I have 10 folders that I want to loop through while executing the following command:

awk 'FNR > 1' *.csv | sort -sk 1,2 | sort -sk 3,3 > ${f}_appended.dat

With a for loop wrapper, like this:

for f in */ ; do awk 'FNR > 1' *.csv | sort -sk 1,2 | sort -sk 3,3 > ${f}_appended.dat; done

It only writes _appended.dat in each folder and does not perform the command on files in the folder it is looping through, but rather the root folder (if there are any).


Have an _appended.dat file in each folder that was generated with the awk command. So 10 folders with a unique file generated based on the contents of .csv files in each folder.

1 Answer 1


This will run the awk command on the *.csv files in each subdirectory, leaving behind a {dirname}_appended.dat file in that directory containing the output:

for f in */
    awk 'FNR > 1' "$f"/*.csv | sort -sk 1,2 | sort -sk 3,3 >"${f}${f%/}_appended.dat"



for f in */ ; do awk 'FNR > 1' *.csv | sort -sk 1,2 | sort -sk 3,3 > ${f}_appended.dat; done

On every run through the loop, this processes the *.csv files in the current directory. To get the files in the $f directory, use "$f"/*.csv in place of *.csv.

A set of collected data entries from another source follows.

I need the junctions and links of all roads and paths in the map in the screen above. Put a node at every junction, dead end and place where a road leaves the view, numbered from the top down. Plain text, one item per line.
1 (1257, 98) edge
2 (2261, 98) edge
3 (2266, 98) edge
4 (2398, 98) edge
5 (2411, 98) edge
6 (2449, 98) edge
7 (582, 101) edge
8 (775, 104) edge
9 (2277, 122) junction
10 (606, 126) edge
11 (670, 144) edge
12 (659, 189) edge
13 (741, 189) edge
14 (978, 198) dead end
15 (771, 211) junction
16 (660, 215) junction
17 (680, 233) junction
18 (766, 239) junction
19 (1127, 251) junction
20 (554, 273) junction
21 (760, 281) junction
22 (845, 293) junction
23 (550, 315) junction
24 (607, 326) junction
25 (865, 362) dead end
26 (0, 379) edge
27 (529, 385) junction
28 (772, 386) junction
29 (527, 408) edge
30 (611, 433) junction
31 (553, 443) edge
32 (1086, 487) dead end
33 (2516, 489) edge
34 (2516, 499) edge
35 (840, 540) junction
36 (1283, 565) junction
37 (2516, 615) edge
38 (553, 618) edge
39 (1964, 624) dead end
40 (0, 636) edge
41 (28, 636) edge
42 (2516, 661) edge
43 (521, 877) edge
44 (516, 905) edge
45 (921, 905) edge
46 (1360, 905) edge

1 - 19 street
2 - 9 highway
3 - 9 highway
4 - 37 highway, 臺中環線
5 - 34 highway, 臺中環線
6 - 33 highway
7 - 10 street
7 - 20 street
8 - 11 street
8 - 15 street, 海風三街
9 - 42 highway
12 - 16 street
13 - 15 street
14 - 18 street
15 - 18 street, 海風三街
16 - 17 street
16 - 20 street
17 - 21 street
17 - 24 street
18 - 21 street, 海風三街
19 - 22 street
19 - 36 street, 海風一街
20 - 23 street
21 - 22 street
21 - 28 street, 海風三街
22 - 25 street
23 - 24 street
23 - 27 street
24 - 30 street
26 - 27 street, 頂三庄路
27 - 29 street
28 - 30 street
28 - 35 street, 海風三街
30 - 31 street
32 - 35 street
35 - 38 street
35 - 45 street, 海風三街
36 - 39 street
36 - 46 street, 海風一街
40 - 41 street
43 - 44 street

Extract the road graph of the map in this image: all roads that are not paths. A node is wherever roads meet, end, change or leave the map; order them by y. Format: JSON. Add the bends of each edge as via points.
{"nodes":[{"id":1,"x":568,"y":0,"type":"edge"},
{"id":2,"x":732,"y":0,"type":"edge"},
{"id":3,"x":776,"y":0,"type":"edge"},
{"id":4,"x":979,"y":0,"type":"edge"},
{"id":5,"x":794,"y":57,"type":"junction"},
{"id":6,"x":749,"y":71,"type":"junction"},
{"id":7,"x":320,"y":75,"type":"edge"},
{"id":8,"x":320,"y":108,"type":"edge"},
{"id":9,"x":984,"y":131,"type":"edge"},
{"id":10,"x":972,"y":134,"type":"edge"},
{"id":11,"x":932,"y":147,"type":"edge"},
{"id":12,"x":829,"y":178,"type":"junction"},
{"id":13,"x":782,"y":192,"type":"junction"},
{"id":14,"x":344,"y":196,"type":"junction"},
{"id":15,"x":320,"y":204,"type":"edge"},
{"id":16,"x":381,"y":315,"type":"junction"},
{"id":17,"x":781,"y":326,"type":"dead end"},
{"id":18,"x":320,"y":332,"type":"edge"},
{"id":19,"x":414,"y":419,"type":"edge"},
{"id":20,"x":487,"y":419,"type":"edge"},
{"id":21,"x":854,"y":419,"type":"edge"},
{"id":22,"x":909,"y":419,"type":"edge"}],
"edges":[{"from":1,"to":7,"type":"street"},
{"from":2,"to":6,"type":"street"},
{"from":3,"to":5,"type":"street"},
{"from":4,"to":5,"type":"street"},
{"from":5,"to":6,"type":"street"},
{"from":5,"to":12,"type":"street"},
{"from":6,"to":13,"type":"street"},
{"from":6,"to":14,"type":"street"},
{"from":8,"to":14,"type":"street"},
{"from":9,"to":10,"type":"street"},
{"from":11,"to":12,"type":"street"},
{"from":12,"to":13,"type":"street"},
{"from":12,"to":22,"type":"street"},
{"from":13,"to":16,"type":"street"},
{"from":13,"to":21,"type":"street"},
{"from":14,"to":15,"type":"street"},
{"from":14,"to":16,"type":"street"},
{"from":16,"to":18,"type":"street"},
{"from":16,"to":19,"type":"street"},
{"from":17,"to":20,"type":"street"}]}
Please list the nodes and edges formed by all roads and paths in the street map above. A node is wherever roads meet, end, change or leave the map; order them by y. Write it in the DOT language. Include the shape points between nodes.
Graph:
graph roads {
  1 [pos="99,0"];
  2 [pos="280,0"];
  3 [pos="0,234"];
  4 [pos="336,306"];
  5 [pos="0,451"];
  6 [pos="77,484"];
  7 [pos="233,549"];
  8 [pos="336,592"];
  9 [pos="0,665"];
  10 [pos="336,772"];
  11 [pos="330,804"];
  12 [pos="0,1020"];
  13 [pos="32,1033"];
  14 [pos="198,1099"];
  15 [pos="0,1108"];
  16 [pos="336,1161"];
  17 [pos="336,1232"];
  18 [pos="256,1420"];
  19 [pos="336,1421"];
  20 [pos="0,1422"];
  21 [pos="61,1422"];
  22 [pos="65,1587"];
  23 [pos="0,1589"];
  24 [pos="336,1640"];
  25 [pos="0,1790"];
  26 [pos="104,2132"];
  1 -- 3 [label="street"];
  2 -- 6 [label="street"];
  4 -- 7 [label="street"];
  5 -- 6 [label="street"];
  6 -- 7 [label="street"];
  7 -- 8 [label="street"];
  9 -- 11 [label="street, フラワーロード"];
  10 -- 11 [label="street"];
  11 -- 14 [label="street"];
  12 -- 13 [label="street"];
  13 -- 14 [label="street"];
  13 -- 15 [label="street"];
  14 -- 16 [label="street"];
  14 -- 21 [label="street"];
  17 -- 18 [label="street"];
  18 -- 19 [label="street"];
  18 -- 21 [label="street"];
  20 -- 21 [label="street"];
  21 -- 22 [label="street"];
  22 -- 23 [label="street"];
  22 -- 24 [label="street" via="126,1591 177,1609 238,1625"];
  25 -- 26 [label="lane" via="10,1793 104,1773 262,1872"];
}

Also, the above puts the results of each run in the file ${f}_appended.dat


Another approach is to cd into each directory and run the awk command:

for f in */
    ( cd "$f"; awk 'FNR > 1' *.csv | sort -sk 1,2 | sort -sk 3,3 >"${f%/}_appended.dat" )

The cd command is run inside a subshell (delimited by parentheses). Consequently, the current directory is restored to its original value as soon as the subshell exits.

  • The files were already going into the respective directories, but I could not get them named with that directory as a prefix. Your solutions do not provide the desired outcome either, though they do offer me insight into the use of quotes and parentheses in calling variables. In fact, the only difference between your suggestion and my original code is putting quotes around the $f variable ahead of the *.csv files. That definitely pointed the control to where the files to append are, but I still cannot get the directory to be the prefix in the filename. Commented Mar 3, 2015 at 9:41
  • If you select the files with the globbing pattern */ then each name in the variable will contain the slash as part of the name. To remove that terminating slash for your filename use "${f%/}_appended.dat".
    – Janis
    Commented Mar 3, 2015 at 13:16
  • @janis Good point. I will fix that as soon as I get a chance to sit in front of a proper keyboard.
    – John1024
    Commented Mar 3, 2015 at 19:44
  • John1024, this was actually meant as a comment for geokrowding; I think the fix I posted should solve the problem he still has.
    – Janis
    Commented Mar 3, 2015 at 21:38
  • @geokrowding Just to remove all doubt, if you have a directory named, say, dir, do you want the output file to be ./dir/_appended.dat or ./dir/dir_appended.dat` or ./dir_appended.dat?